Unveiling cutting-edge advances in high surface area porous materials for the efficient removal of toxic metal ions from water

Abstract

This review offers a comprehensive evaluation of an emerging category of adsorbing materials known as high surface area materials (HSAMs) in the realm of water remediation. The objective is to shed light on recent advancements in HSAMs featuring multiple dimensionalities, addressing their efficacy in adsorbing toxic metal ions from wastewater. The spectrum of HSAMs examined in this review encompasses metal–organic frameworks (MOFs), covalent organic frameworks (COFs), carbon-based porous materials, mesoporous silica, polymer-based porous materials, layered double hydroxides, and aerogels. This review delves into the state-of-the-art design and synthetic approaches for these materials, elucidating their inherent properties. It particularly emphasizes how the combination of high surface area and pore structure contributes to their effectiveness in adsorbing toxic metal ions.
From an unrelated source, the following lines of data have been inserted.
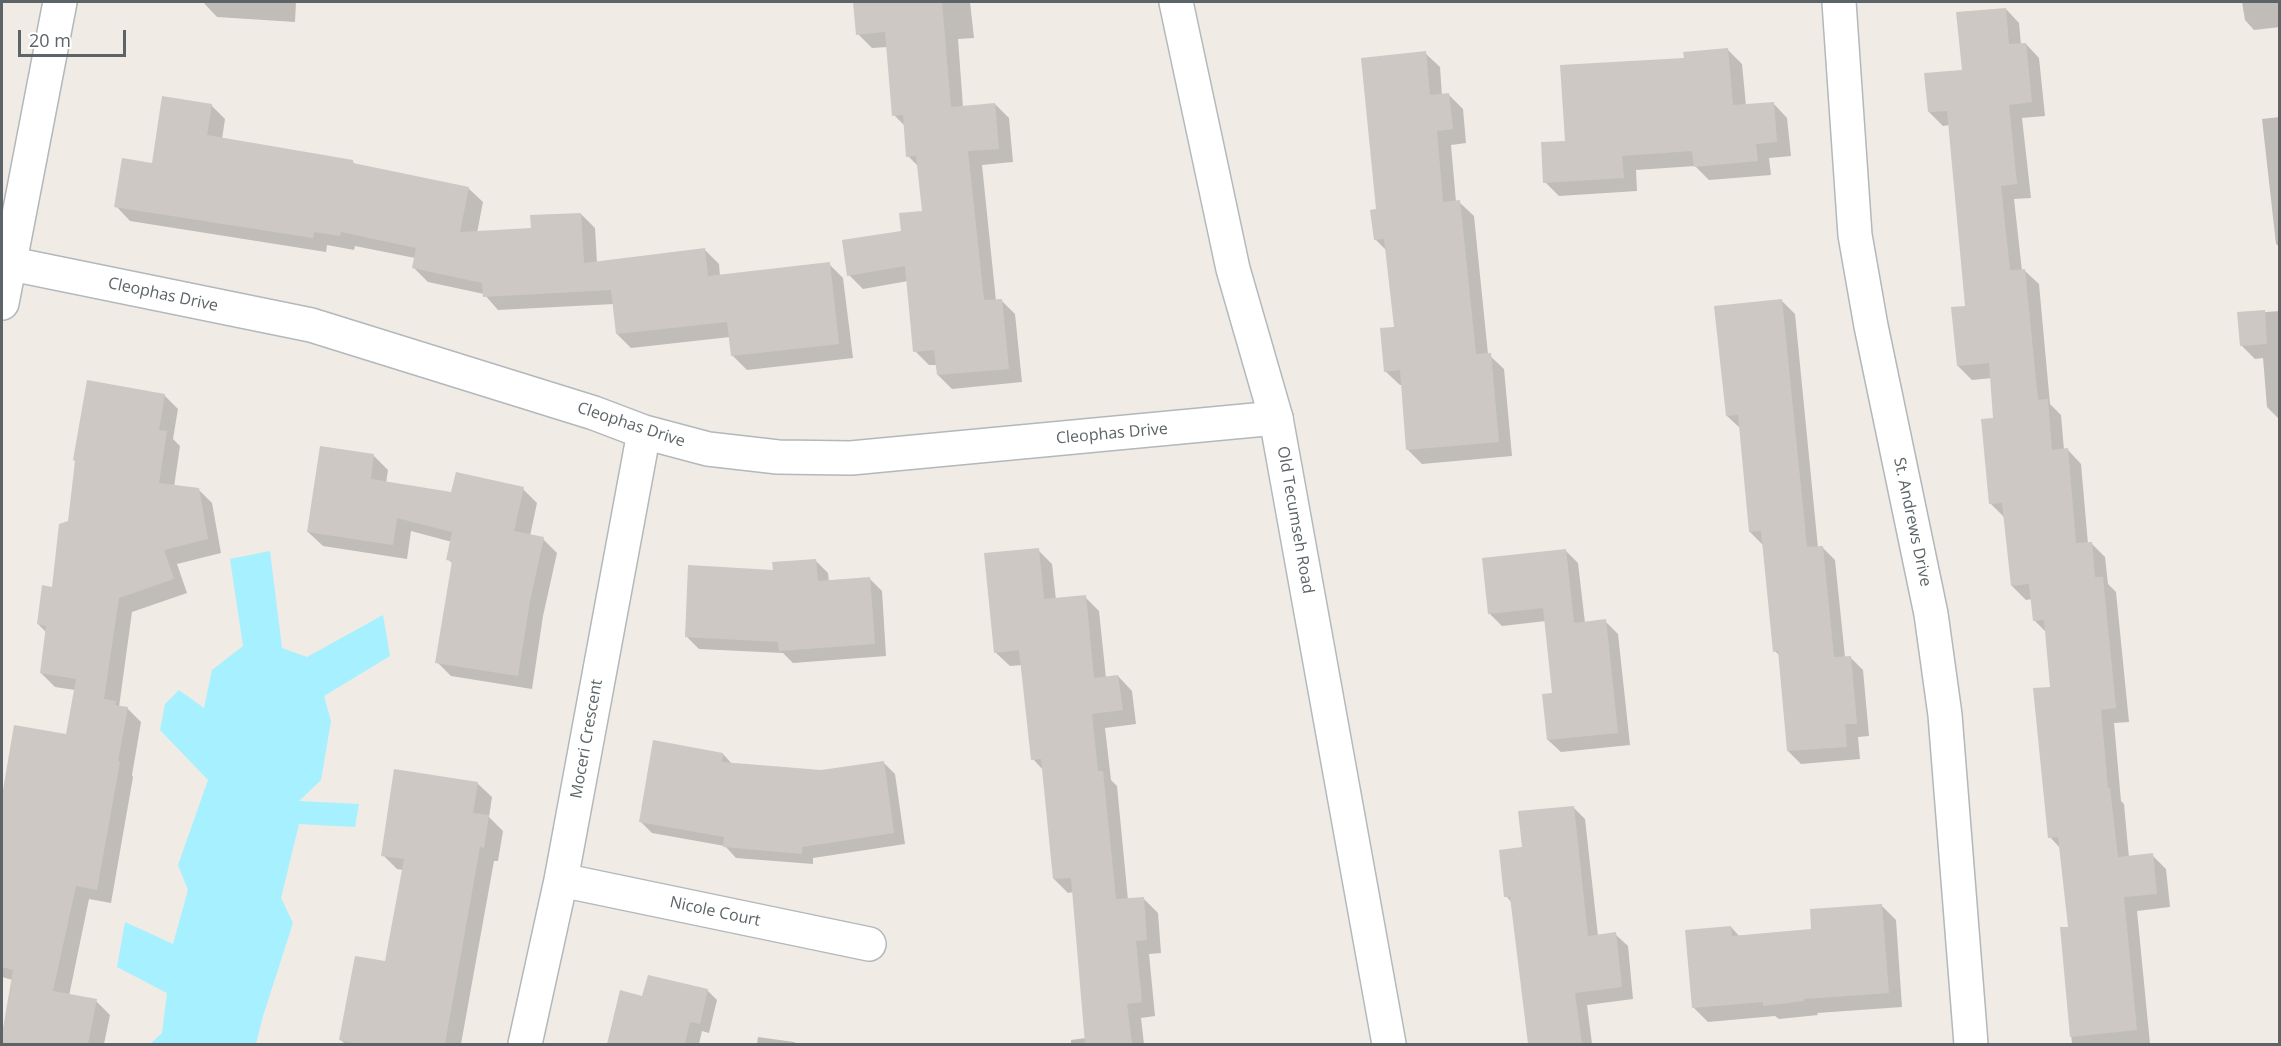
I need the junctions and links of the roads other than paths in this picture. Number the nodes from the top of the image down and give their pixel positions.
1 (60, 2) edge
2 (1176, 2) edge
3 (1839, 2) edge
4 (5, 263) edge
5 (2, 303) edge
6 (1276, 418) junction
7 (644, 432) junction
8 (561, 880) junction
9 (868, 944) dead end
10 (525, 1044) edge
11 (1389, 1044) edge
12 (1971, 1044) edge

1 - 4 street
2 - 6 street, Old Tecumseh Road
3 - 12 street, St. Andrews Drive
4 - 5 street
4 - 7 street, Cleophas Drive
6 - 7 street, Cleophas Drive
6 - 11 street, Old Tecumseh Road
7 - 8 street, Moceri Crescent
8 - 9 street, Nicole Court
8 - 10 street, Moceri Crescent

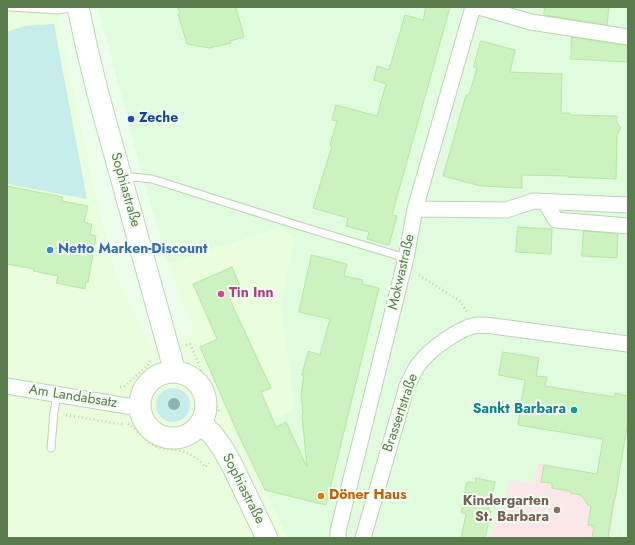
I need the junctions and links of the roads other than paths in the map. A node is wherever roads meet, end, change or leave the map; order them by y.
1 (10, 7) edge
2 (77, 7) edge
3 (472, 7) edge
4 (479, 7) edge
5 (628, 37) edge
6 (120, 177) junction
7 (545, 202) junction
8 (628, 204) edge
9 (415, 209) junction
10 (628, 226) edge
11 (406, 258) junction
12 (628, 344) edge
13 (175, 372) junction
14 (7, 386) edge
15 (57, 395) junction
16 (139, 408) junction
17 (201, 423) junction
18 (51, 448) dead end
19 (268, 538) edge
20 (338, 538) edge
21 (363, 538) edge

1 - 2 lane
2 - 6 street, Sophiastraße
3 - 9 street, Mokwastraße
4 - 5 street
6 - 11 lane
6 - 13 street, Sophiastraße
7 - 8 street
7 - 9 street
7 - 10 street
9 - 11 street, Mokwastraße
11 - 20 street, Mokwastraße
12 - 21 street, Brassertstraße
13 - 16 street
13 - 17 street
14 - 15 street, Am Landabsatz
15 - 16 street, Am Landabsatz
15 - 18 lane
16 - 17 street
17 - 19 street, Sophiastraße

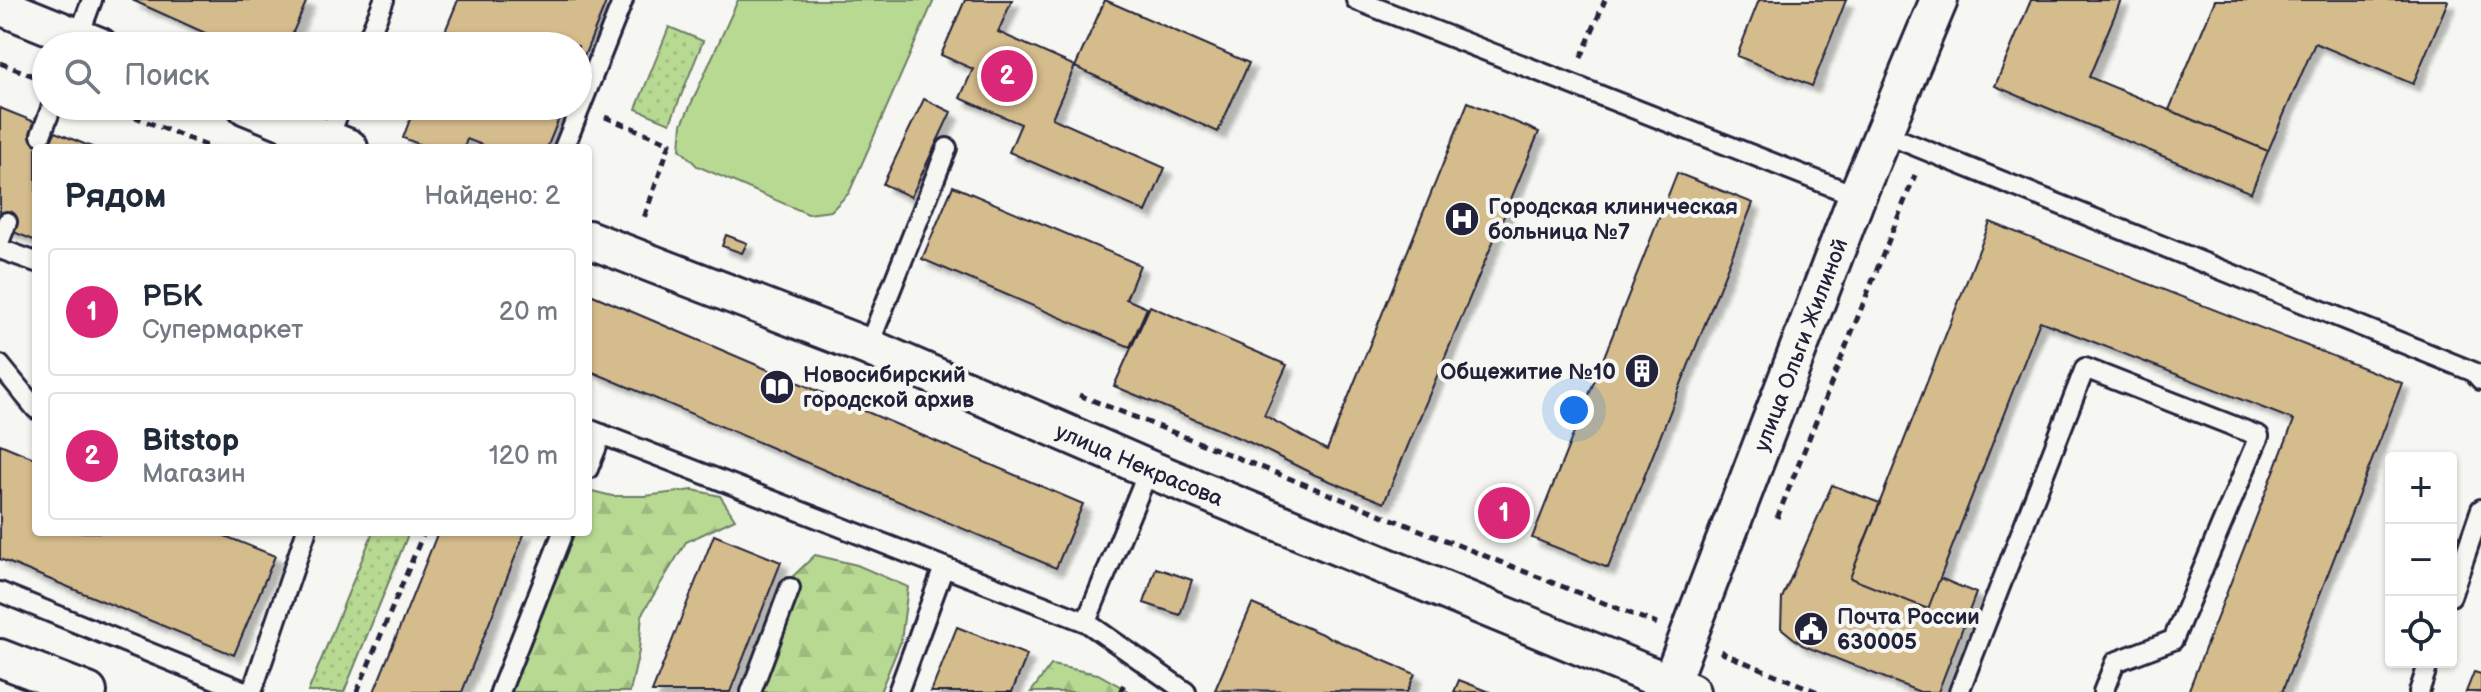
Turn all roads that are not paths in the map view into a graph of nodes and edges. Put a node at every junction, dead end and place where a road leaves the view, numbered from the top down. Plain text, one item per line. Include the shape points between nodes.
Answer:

These materials possess remarkable attributes, including molecular functionalization versatility, high porosity, expansive surface area, distinctive physicochemical characteristics, and well-defined crystal structures, rendering them exceptional adsorbents. While each of these materials boasts unique advantages stemming from their remarkable properties, their synthesis often entails intricate and costly procedures, presenting a substantial obstacle to their commercialization and widespread adoption. Finally, the review underscores the existing challenges that must be addressed to expedite their translation for water remediation applications of these promising materials.